Dilema UN

Agustus 17, 2010

UN (Ujian Nasional) merupakan bagian dari sistem pendidikan nasional yang memiliki pengaruh sangat besar terhadap perjalanan bangsa Indonesia di masa depan. Menyikapi UN sebagai sebuah fenomena kegiatan pendidikan ternyata memunculkan beragam pertanyaan dari berbagai kalangan. Masih perlukah UN diberlakukan? Apa yang dihasilkan dari UN? Adakah keterkaitan UN dengan prestasi peserta didik? Apakah UN bisa “menelurkan” putra-putri Indonesia yang cerdas, jenius, dan pintar sesuai dengan bakatnya mereka?
UN sebagai tolak ukur evaluasi kegiatan akhir sekolah tingkat nasional di Indonesia, melahirkan berbagai reaksi. Di satu sisi, UN memberikan kebanggaan, bahwa dalam hal ini Pemerintah telah berhasil membuat standar penilaian nasional secara menyeluruh dari tingkat SD sampai SMU yang dilaksanakan serentak. Namun di lain sisi, ternyata UN melahirkan keprihatinan bagi sebagian kalangan. Pasalnya, tujuan ideal yang digembar-gemborkan pemerintah, bahwa UN adalah salah satu standar tolak ukur keberhasilan pendidikan di Indonesia, justru tanpa disadari menjadi salah satu penyebab hilangnya ruh pendidikan di Indonesia.

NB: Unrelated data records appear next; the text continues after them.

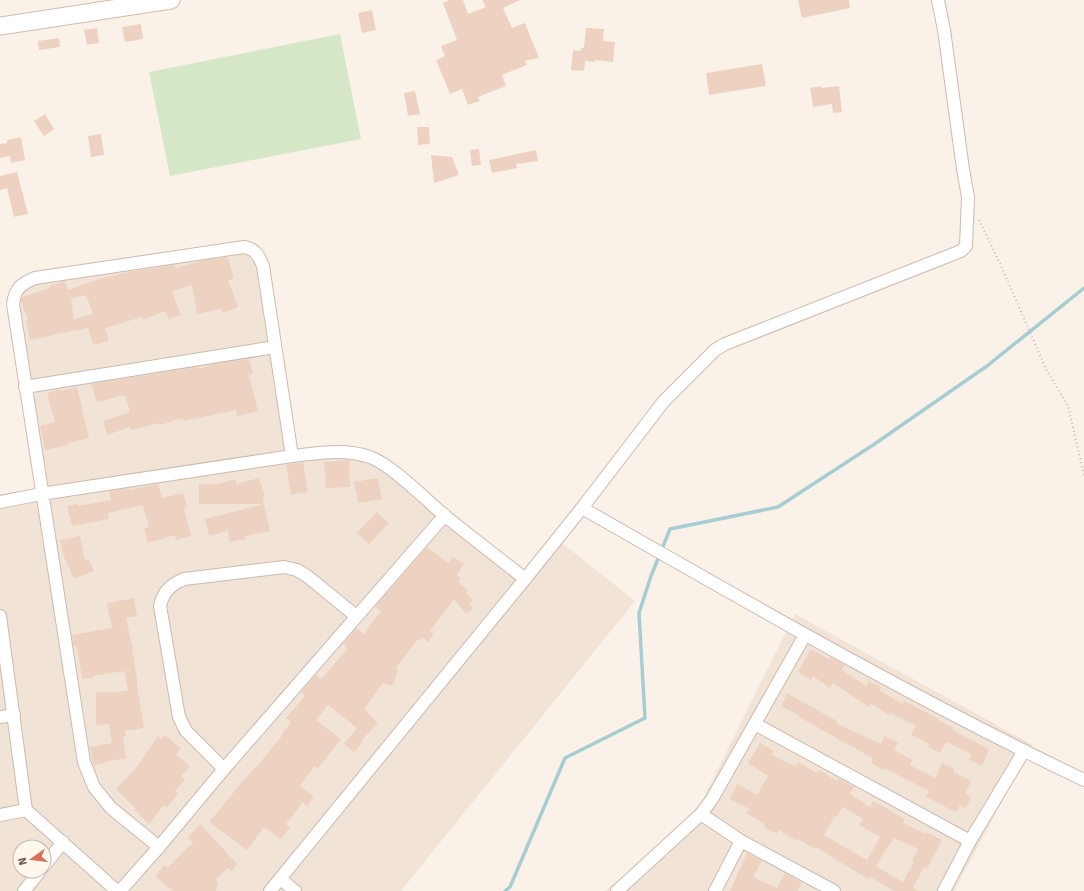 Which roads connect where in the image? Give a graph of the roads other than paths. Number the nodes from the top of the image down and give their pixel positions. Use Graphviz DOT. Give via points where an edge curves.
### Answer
graph roads {
  1 [pos="171,0"];
  2 [pos="938,0"];
  3 [pos="0,26"];
  4 [pos="275,347"];
  5 [pos="25,387"];
  6 [pos="292,456"];
  7 [pos="42,494"];
  8 [pos="0,502"];
  9 [pos="582,508"];
  10 [pos="445,515"];
  11 [pos="525,580"];
  12 [pos="0,616"];
  13 [pos="356,616"];
  14 [pos="805,635"];
  15 [pos="14,716"];
  16 [pos="0,717"];
  17 [pos="755,724"];
  18 [pos="1024,751"];
  19 [pos="224,769"];
  20 [pos="1084,780"];
  21 [pos="26,810"];
  22 [pos="701,814"];
  23 [pos="0,815"];
  24 [pos="741,840"];
  25 [pos="970,841"];
  26 [pos="63,842"];
  27 [pos="159,847"];
  28 [pos="52,856"];
  29 [pos="34,879"];
  30 [pos="280,879"];
  31 [pos="24,891"];
  32 [pos="117,891"];
  33 [pos="120,891"];
  34 [pos="270,891"];
  35 [pos="295,891"];
  36 [pos="617,891"];
  37 [pos="715,891"];
  38 [pos="834,891"];
  39 [pos="944,891"];
  1 -- 3 [label="street"];
  2 -- 9 [label="street" via="968,197 966,246 961,251 715,350 664,401"];
  4 -- 5 [label="street"];
  4 -- 5 [label="street" via="263,266 251,248 35,278 19,286 14,294 13,304"];
  4 -- 6 [label="street"];
  5 -- 7 [label="street"];
  6 -- 7 [label="street"];
  6 -- 10 [label="street" via="331,452 371,457 386,466"];
  7 -- 8 [label="street"];
  7 -- 27 [label="street" via="86,768 94,787 111,808"];
  9 -- 11 [label="street"];
  9 -- 14 [label="street"];
  10 -- 11 [label="street"];
  10 -- 13 [label="street"];
  11 -- 30 [label="street"];
  12 -- 15 [label="street"];
  13 -- 19 [label="street"];
  13 -- 19 [label="street" via="307,576 284,567 184,579 165,592 160,606 179,717 186,731"];
  14 -- 17 [label="street"];
  14 -- 18 [label="street"];
  15 -- 16 [label="street"];
  15 -- 21 [label="street"];
  17 -- 22 [label="street"];
  17 -- 25 [label="street"];
  18 -- 20 [label="street"];
  18 -- 25 [label="street"];
  19 -- 27 [label="street"];
  21 -- 23 [label="street"];
  21 -- 26 [label="street"];
  22 -- 24 [label="street"];
  22 -- 36 [label="street"];
  24 -- 37 [label="street"];
  24 -- 38 [label="street"];
  25 -- 39 [label="street"];
  26 -- 28 [label="street"];
  26 -- 32 [label="street"];
  27 -- 33 [label="street"];
  29 -- 31 [label="street"];
  30 -- 34 [label="street"];
  30 -- 35 [label="street"];
} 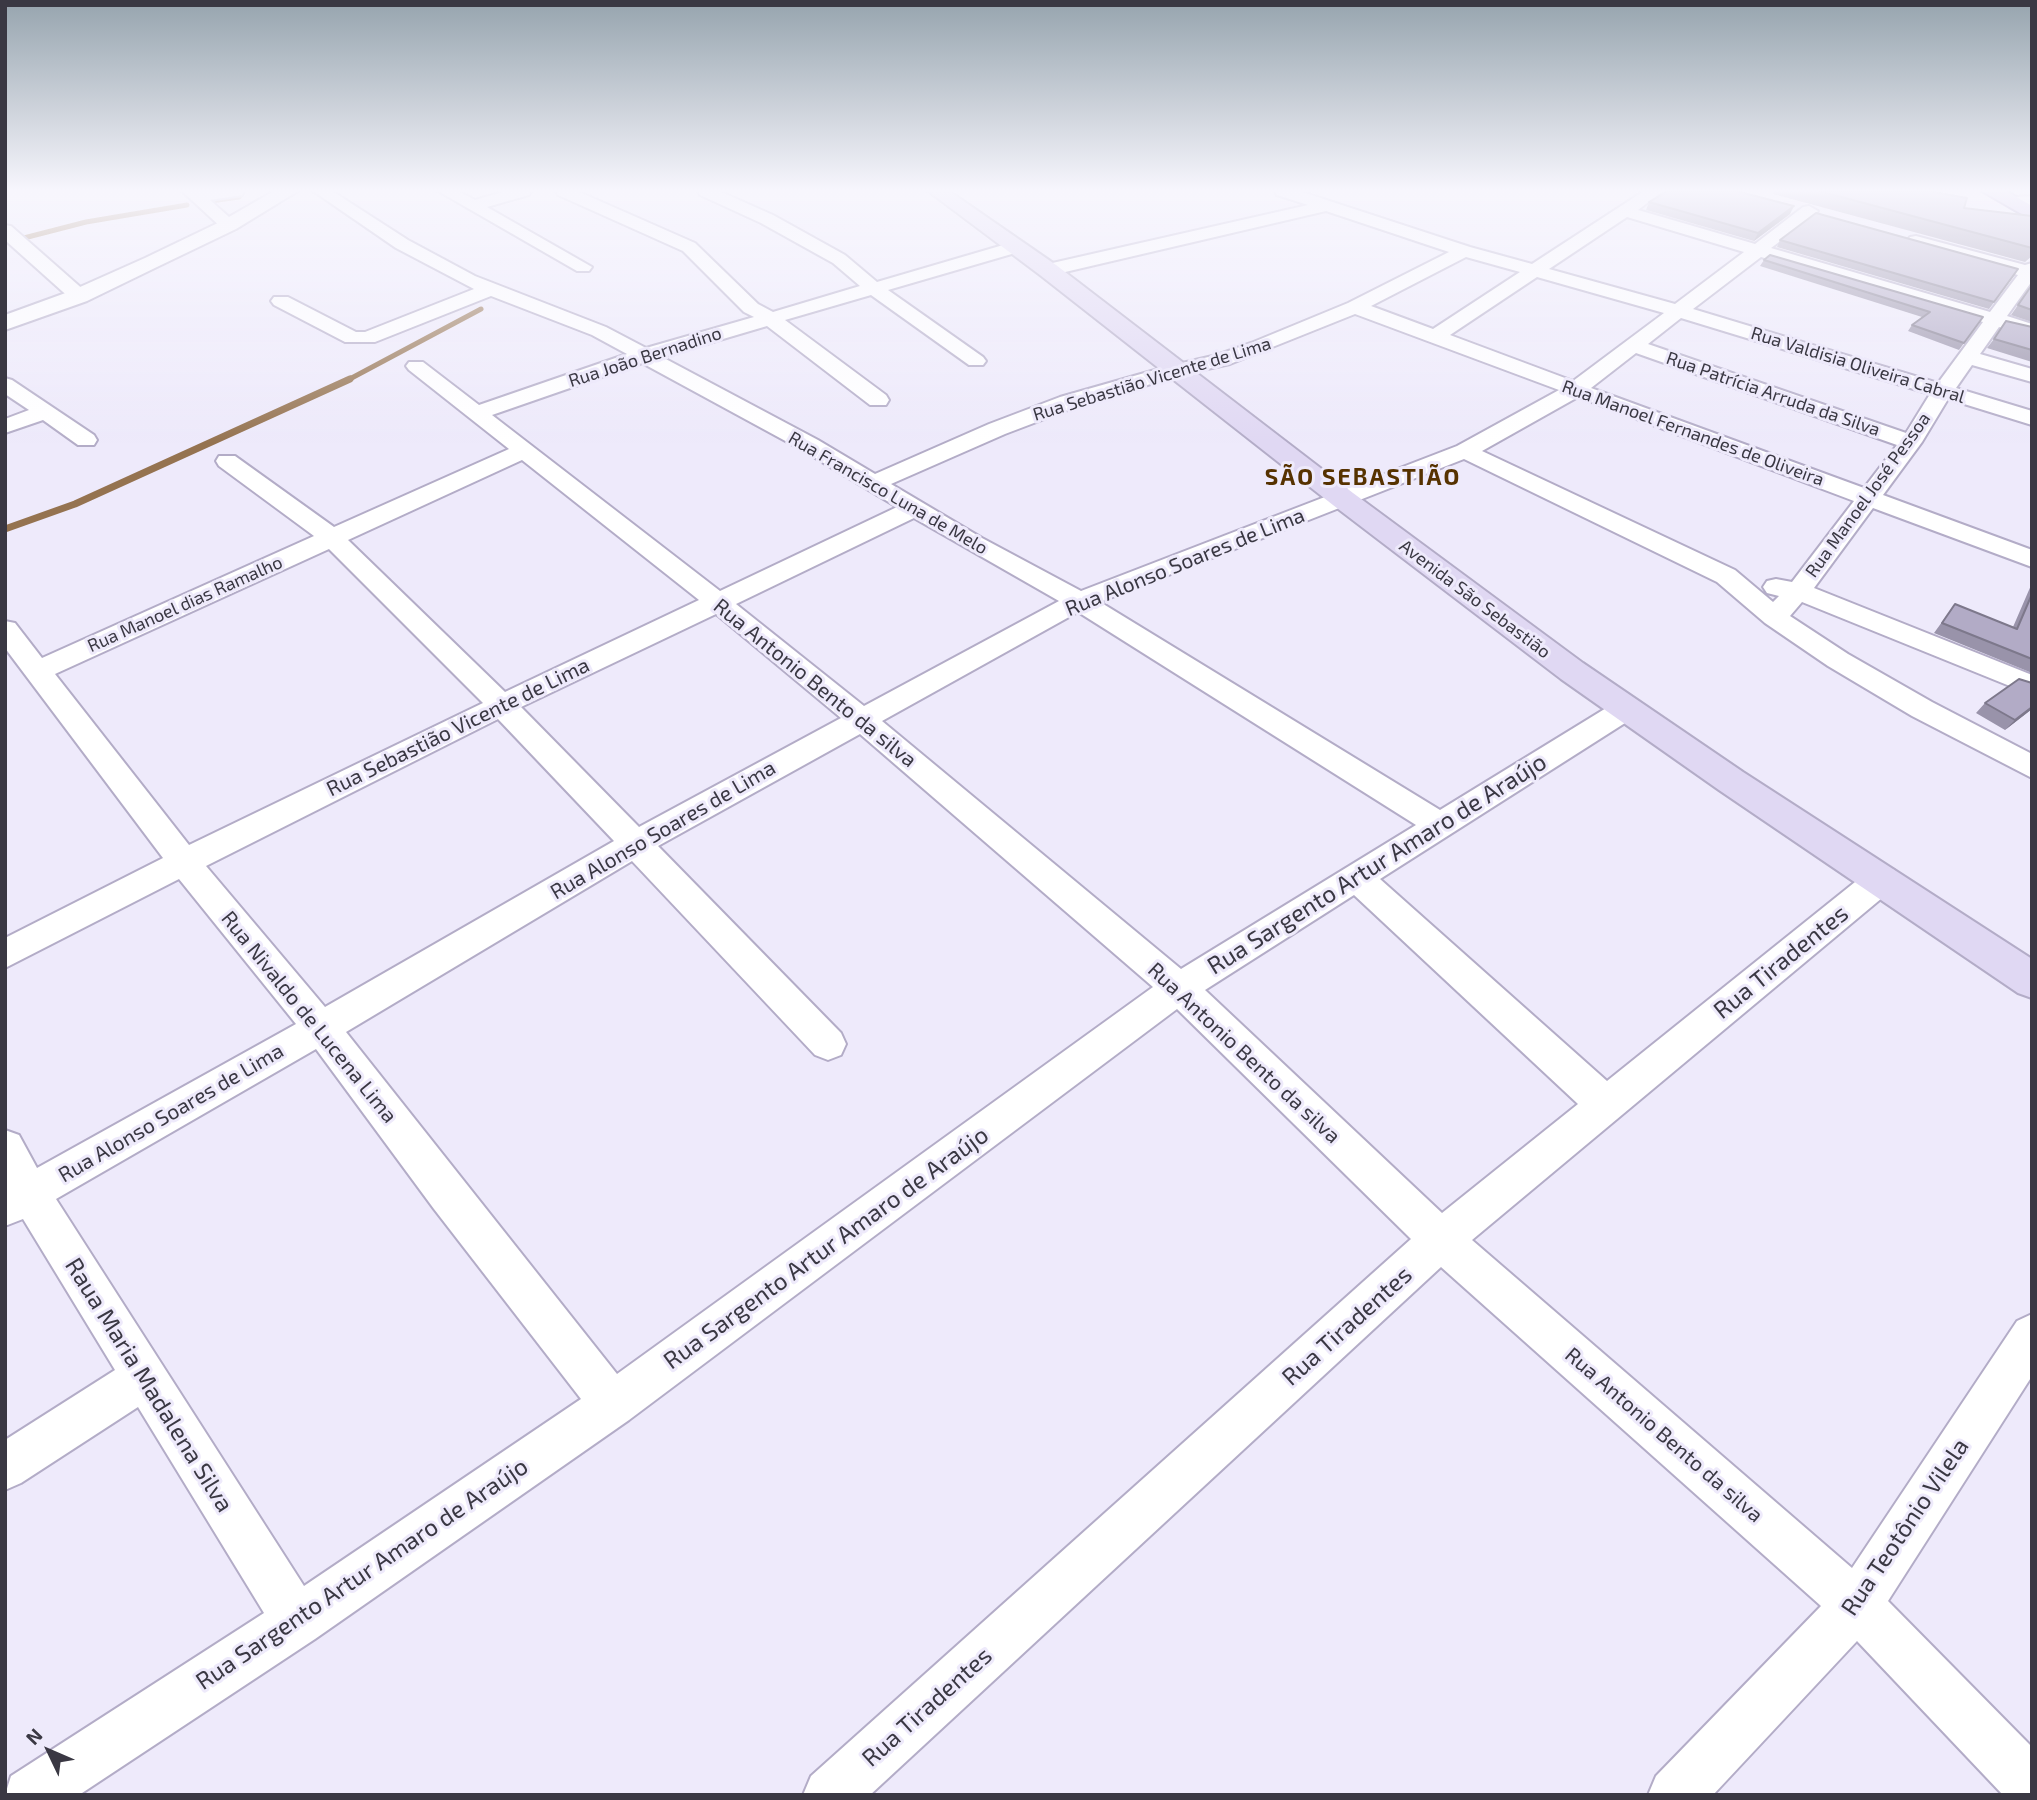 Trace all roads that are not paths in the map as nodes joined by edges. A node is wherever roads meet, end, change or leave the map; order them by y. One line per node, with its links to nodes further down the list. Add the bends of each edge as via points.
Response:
1 (55, 275): 16 (street)
2 (123, 275): 16 (street)
3 (460, 275): 15 (street, Rua Francisco Luna de Melo)
4 (717, 275): 20 (street, via 751,308)
5 (858, 275): 14 (street)
6 (918, 275): 14 (street, Rua João Bernadino)
7 (1053, 275): 30 (main road, Avenida São Sebastião)
8 (1417, 275): 18 (street, Rua Sebastião Vicente de Lima)
9 (1530, 275): 24 (street)
10 (1550, 275): 19 (street, Rua Valdisia Oliveira Cabral)
11 (1724, 275): 19 (street, Rua Alonso Soares de Lima)
12 (1849, 275): 21 (street)
13 (2026, 275): 21 (street, Rua Manoel José Pessoa)
14 (873, 288): 20 (street, Rua João Bernadino); 28 (street)
15 (488, 290): 17 (street, via 368,338 352,338); 26 (street, Rua Francisco Luna de Melo, via 598,331)
16 (79, 296): 22 (street)
17 (281, 301)
18 (1355, 307): 24 (street, Rua Manoel Fernandes de Oliveira); 30 (street, Rua Sebastião Vicente de Lima, via 1234,356)
19 (1679, 311): 25 (street, Rua Alonso Soares de Lima); 34 (street, Rua Valdisia Oliveira Cabral)
20 (770, 318): 26 (street, Rua João Bernadino); 35 (street)
21 (1993, 318): 23 (street); 27 (street, Rua Manoel José Pessoa)
22 (5, 323)
23 (2032, 330)
24 (1434, 337): 33 (street, Rua Manoel Fernandes de Oliveira)
25 (1634, 346): 33 (street, Rua Alonso Soares de Lima); 41 (street, Rua Patrícia Arruda da Silva)
26 (645, 355): 37 (street, Rua João Bernadino); 45 (street, Rua Francisco Luna de Melo)
27 (1966, 356): 31 (street); 34 (street, Rua Manoel José Pessoa)
28 (976, 361)
29 (416, 366): 37 (street, Rua Antonio Bento da silva)
30 (1176, 370): 45 (street, Rua Sebastião Vicente de Lima, via 997,429); 47 (main road, Avenida São Sebastião)
31 (2032, 376)
32 (5, 384): 36 (street)
33 (1575, 390): 43 (street, Rua Alonso Soares de Lima); 46 (street, Rua Manoel Fernandes de Oliveira)
34 (1943, 391): 38 (street, Rua Valdisia Oliveira Cabral); 41 (street, Rua Manoel José Pessoa)
35 (878, 400)
36 (45, 412): 39 (street); 40 (street)
37 (477, 413): 42 (street, Rua Antonio Bento da silva)
38 (2032, 418)
39 (5, 426)
40 (86, 440)
41 (1911, 442): 46 (street, Rua Manoel José Pessoa)
42 (524, 451): 49 (street, Rua Manoel dias Ramalho); 54 (street, Rua Antonio Bento da silva)
43 (1465, 451): 47 (street, Rua Alonso Soares de Lima); 51 (street)
44 (228, 461): 49 (street)
45 (874, 483): 48 (street, Rua Francisco Luna de Melo)
46 (1870, 497): 50 (street, Rua Manoel Fernandes de Oliveira); 52 (street, Rua Manoel José Pessoa)
47 (1343, 499): 53 (street, Rua Alonso Soares de Lima); 60 (main road, Avenida São Sebastião)
48 (915, 508): 53 (street, Rua Francisco Luna de Melo); 54 (street, Rua Sebastião Vicente de Lima)
49 (331, 537): 57 (street, Rua Manoel dias Ramalho); 59 (street)
50 (2032, 559)
51 (1726, 576): 52 (street); 55 (street)
52 (1798, 591): 55 (street, Rua Manoel José Pessoa); 58 (street)
53 (1079, 601): 61 (street, Rua Alonso Soares de Lima); 63 (street, Rua Francisco Luna de Melo)
54 (718, 602): 59 (street, Rua Sebastião Vicente de Lima); 61 (street, Rua Antonio Bento da silva)
55 (1774, 617): 62 (street, via 1922,709)
56 (5, 629): 57 (street, Rua Nivaldo de Lucena Lima)
57 (39, 670): 65 (street, Rua Nivaldo de Lucena Lima)
58 (2032, 686)
59 (502, 705): 64 (street); 65 (street, Rua Sebastião Vicente de Lima)
60 (1626, 709): 63 (street, Rua Sargento Artur Amaro de Araújo); 67 (main road, Avenida São Sebastião)
61 (861, 719): 64 (street, Rua Alonso Soares de Lima); 70 (street, Rua Antonio Bento da silva)
62 (2032, 767)
63 (1440, 825): 66 (street, Rua Sargento Artur Amaro de Araújo)
64 (637, 843): 71 (street, Rua Alonso Soares de Lima); 72 (street)
65 (184, 862): 68 (street, Rua Sebastião Vicente de Lima); 71 (street, Rua Nivaldo de Lucena Lima)
66 (1356, 877): 70 (street, Rua Sargento Artur Amaro de Araújo); 73 (street)
67 (1882, 880): 69 (main road, Avenida São Sebastião); 73 (street, Rua Tiradentes)
68 (5, 954)
69 (2032, 980)
70 (1179, 988): 76 (street, Rua Antonio Bento da silva); 79 (street, Rua Sargento Artur Amaro de Araújo)
71 (321, 1028): 75 (street, Rua Alonso Soares de Lima); 79 (street, Rua Nivaldo de Lucena Lima)
72 (828, 1044)
73 (1606, 1105): 76 (street, Rua Tiradentes)
74 (5, 1148): 75 (street, Raua Maria Madalena Silva)
75 (18, 1200): 78 (street, Raua Maria Madalena Silva)
76 (1441, 1240): 81 (street, Rua Antonio Bento da silva); 85 (street, Rua Tiradentes)
77 (2032, 1336): 81 (street, Rua Teotônio Vilela)
78 (144, 1377): 80 (street); 82 (street, Raua Maria Madalena Silva)
79 (613, 1404): 82 (street, Rua Sargento Artur Amaro de Araújo)
80 (5, 1467)
81 (1857, 1605): 83 (street, Rua Antonio Bento da silva); 86 (street, Rua Teotônio Vilela)
82 (296, 1621): 84 (street, Rua Sargento Artur Amaro de Araújo)
83 (2032, 1786)
84 (30, 1795)
85 (831, 1795)
86 (1675, 1795)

Beberapa kalangan beranggpan bahwa UN hanya menghambur-hamburkan uang, karena untuk penyelenggaraan UN menyedot anggaran sekitar 500 Milyar. Selain itu, UN dianggap sebagai cara praaktis pemerintah untuk penyelenggaraan pendidikan. Terlebih lagi, banyak peserta didik yang tidak lulus karena UN. Menyikapi hal tersebut pemerintah seolah menganggap enteng dengan melemparkan asumsi bahwa jika banyak yang tidak lulus itu artinya putra-putri Indonesia masih memiliki tingkat kejujuran yang tinggi. Asumsi tersebut tampaknya semakin menyudutkan peserta didik dan tidak mempertimbangkan dampak psikologis bagi mereka. Bahkan, asumsi tersebut membuat saya berpikir bahwa UN adalah sebuah ujian untuk mengukur kejujuran. Jika memang itu tujuannya, tampaknya pemerintah lebih pantas untuk diuji. UN lebih banyak menuai kerugian daripada keuntungan. Namun, mengapa pemerintah masih menggunakan sistem ini?
Bila sistem pendidikan dan pembelajaran diubah, UN tidak dijadikan penentu kelulusan bagi peserta didik, dan setiap sekolah diberikan kebebasan berkreasi, mengeksplorasi ragam kekayaan dan keunikan daerahnya masing-masing, maka ini akan menjadi hal yang sangat luar biasa, dan yang paling penting akan lahir anak-anak berprestasi dari berbagai pelosok negeri. Itu bukanlah hal yang mustahil jika pemerintah dan masyarakat mau membangun kesadaran tentang keunggulan lokal dan menjadikannya sebagai kekayaan kurikulum pembelajaran di sekolah.
Bagi yang lulus UN, saya ucapkan selamat. Bagi yang belum lulus, saya doakan semoga bisa menyusul kawan-kawan yang telah lulus. Tetap semangat! 
Kejatuhan kecil berarti kebangkitan yang membahagiakan (William Shakespeare).
Kekelahan hanyalah langkah pertama untuk mencapai tempat yang lebih tinggi (Wendell Philips).